[Data for this task Boundary: Start]

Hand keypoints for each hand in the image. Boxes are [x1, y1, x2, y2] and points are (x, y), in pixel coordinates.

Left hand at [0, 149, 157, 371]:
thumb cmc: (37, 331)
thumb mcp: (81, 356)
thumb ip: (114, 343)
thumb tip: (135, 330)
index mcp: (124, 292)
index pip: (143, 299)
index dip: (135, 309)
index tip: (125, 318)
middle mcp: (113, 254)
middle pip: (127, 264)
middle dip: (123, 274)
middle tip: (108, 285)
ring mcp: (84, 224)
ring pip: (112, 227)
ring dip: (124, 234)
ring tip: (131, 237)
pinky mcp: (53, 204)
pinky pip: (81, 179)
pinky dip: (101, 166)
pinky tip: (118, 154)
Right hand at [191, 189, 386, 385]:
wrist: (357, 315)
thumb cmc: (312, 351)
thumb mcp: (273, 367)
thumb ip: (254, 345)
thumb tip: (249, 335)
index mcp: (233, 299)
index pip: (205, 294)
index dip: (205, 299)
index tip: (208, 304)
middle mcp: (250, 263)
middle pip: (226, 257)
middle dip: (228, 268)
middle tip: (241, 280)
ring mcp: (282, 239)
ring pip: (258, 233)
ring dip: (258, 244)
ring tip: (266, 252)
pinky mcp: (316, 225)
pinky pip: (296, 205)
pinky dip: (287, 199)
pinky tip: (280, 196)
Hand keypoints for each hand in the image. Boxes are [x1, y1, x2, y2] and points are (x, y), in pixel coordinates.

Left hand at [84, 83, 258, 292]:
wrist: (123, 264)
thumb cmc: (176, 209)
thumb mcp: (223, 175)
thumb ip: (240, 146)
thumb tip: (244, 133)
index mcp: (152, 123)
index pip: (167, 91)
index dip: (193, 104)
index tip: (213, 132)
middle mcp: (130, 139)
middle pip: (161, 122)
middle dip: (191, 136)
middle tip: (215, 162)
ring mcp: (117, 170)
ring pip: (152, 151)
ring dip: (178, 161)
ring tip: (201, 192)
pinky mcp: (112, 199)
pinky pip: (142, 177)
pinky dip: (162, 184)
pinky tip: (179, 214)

[Data for this task Boundary: End]

• [Work instructions] Write out every entry above, word for word.

• [Answer section]
Hand keypoints for each hand in the image. Boxes are [x1, y1, x2, y2] and points are (x, y), in pixel coordinates.

Left hand at [0, 149, 157, 371]:
thumb cmc: (37, 331)
thumb mcp: (81, 356)
thumb ip: (114, 343)
thumb tip: (135, 330)
index mcp: (124, 292)
index pip: (143, 299)
index dip: (135, 309)
index tip: (125, 318)
middle mcp: (113, 254)
middle pip: (127, 264)
middle dip: (123, 274)
middle tip: (108, 285)
ring mcp: (84, 224)
ring pip: (112, 227)
ring dip: (124, 234)
ring tip: (131, 237)
pinky mcp: (53, 204)
pinky pip: (81, 179)
pinky dip: (101, 166)
pinky tip: (118, 154)
Right hand at [191, 189, 386, 385]:
wrist: (357, 315)
thumb cmc: (312, 351)
thumb mcp: (273, 367)
thumb ip: (254, 345)
thumb tip: (249, 335)
index mcp: (233, 299)
index pip: (205, 294)
index dip: (205, 299)
index tip: (208, 304)
middle mcp: (250, 263)
middle pip: (226, 257)
middle dip: (228, 268)
middle tip: (241, 280)
ring mcp: (282, 239)
ring pip: (258, 233)
ring dip: (258, 244)
ring tip: (266, 252)
pinky mcp: (316, 225)
pinky pip: (296, 205)
pinky dip: (287, 199)
pinky tip: (280, 196)
Hand keypoints for each hand in the image. Boxes are [x1, y1, x2, y2] and points are (x, y), in pixel coordinates.

Left hand at [84, 83, 258, 292]:
wrist: (123, 264)
thumb cmc: (176, 209)
thumb mcp: (223, 175)
thumb ip: (240, 146)
thumb tip: (244, 133)
index mcp: (152, 123)
index pip: (167, 91)
index dip: (193, 104)
index tip: (213, 132)
middle mcp: (130, 139)
middle pip: (161, 122)
middle dip: (191, 136)
middle tip: (215, 162)
ring mcp: (117, 170)
ring pip: (152, 151)
ring dip: (178, 161)
ring tip: (201, 192)
pinky mcp: (112, 199)
pinky pip: (142, 177)
pinky dip: (162, 184)
pinky tip: (179, 214)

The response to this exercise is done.